As we concluded the session I took a moment to tell Emma what had just occurred for me - that I had initially seen the dream in a more superficial way her decision to take P- - - - was an act of independence (which in fact it was) that might distress her father - but that in holding back my own thoughts we had come to a much deeper understanding of her struggles with dependency. I did this to reinforce for her the emerging sense of her own authority and the power of a dream to do just this. She smiled with delight.

"It makes all the difference," Jung wrote, "whether the doctor sees himself as part of the drama or cloaks himself in his authority." Nowhere is this reminder to therapists more fitting than in our work with dreams.


1. Faculty member, The Comprehensive Course in Psychoanalysis, New York Medical College, 1950 to 1962.

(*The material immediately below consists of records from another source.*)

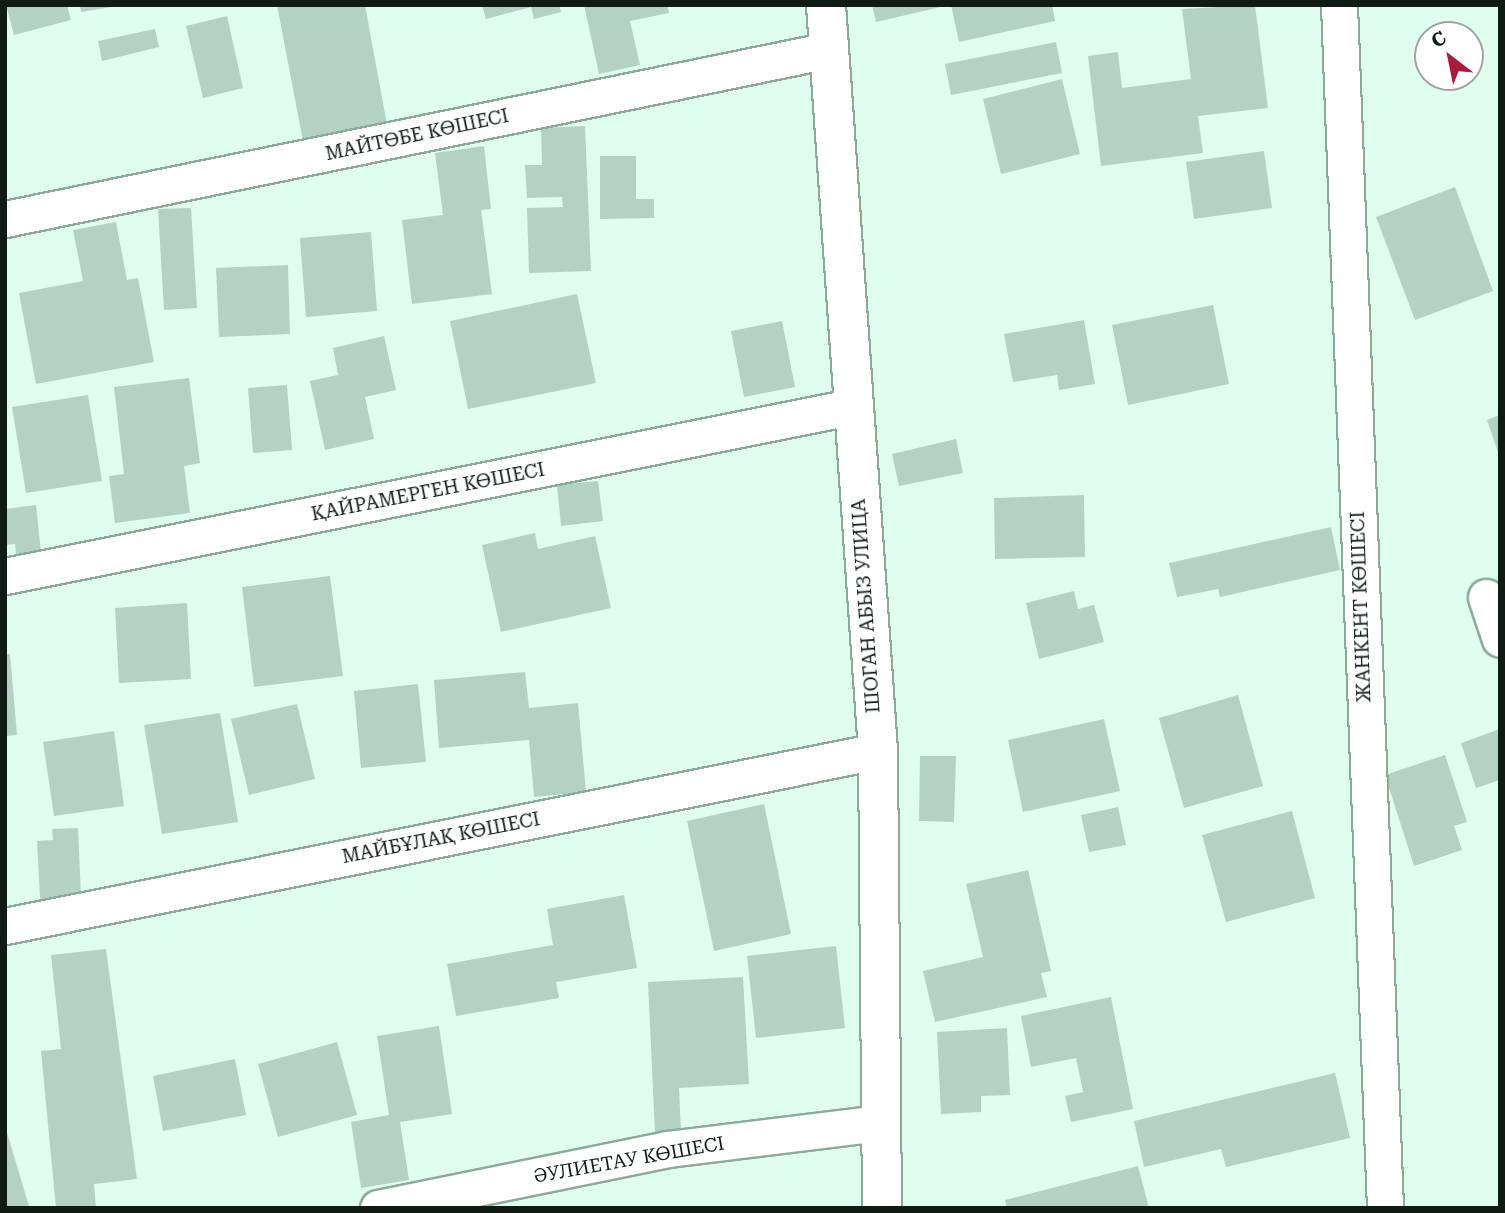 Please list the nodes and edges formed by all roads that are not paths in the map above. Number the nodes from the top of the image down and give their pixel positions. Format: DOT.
graph roads {
  1 [pos="826,5"];
  2 [pos="1339,5"];
  3 [pos="829,50"];
  4 [pos="5,219"];
  5 [pos="851,407"];
  6 [pos="5,576"];
  7 [pos="1486,597"];
  8 [pos="1500,639"];
  9 [pos="878,751"];
  10 [pos="5,926"];
  11 [pos="881,1123"];
  12 [pos="378,1208"];
  13 [pos="882,1208"];
  14 [pos="1385,1208"];
  1 -- 3 [label="street, ШОГАН АБЫЗ УЛИЦА"];
  2 -- 14 [label="street, ЖАНКЕНТ КӨШЕСІ"];
  3 -- 4 [label="street, МАЙТӨБЕ КӨШЕСІ"];
  3 -- 5 [label="street, ШОГАН АБЫЗ УЛИЦА"];
  5 -- 6 [label="street, ҚАЙРАМЕРГЕН КӨШЕСІ"];
  5 -- 9 [label="street, ШОГАН АБЫЗ УЛИЦА"];
  7 -- 8 [label="street"];
  9 -- 10 [label="street, МАЙБҰЛАҚ КӨШЕСІ"];
  9 -- 11 [label="street, ШОГАН АБЫЗ УЛИЦА"];
  11 -- 12 [label="street, ӘУЛИЕТАУ КӨШЕСІ"];
  11 -- 13 [label="street, ШОГАН АБЫЗ УЛИЦА"];
}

2. In the early fifties I began exploring an idea that later became part of the dream group process I now use. I would begin the seminar by suggesting that we initially limit our knowledge to the age and sex of the patient, duration of therapy, and the dream itself. The class and I would then offer our own projections of what the dream might be saying about both the dreamer and the dreamer's relationship to the therapist. Despite some initial resistance to saying anything about a dream before the associations were at hand, it proved to be a surprisingly helpful exercise.

3. When time does not allow a more extended exploration of the dream, Walter Bonime (1962) resorts to what he refers to as "Headline" interpretation. This is an attempt to identify the one most helpful metaphorical statement pertinent to the work going on.


Bonime, W. The Clinical Use of Dreams. New York: Basic Books, 1962.

Ullman, M. Appreciating Dreams. Thousand Oaks, Calif: Sage, 1996.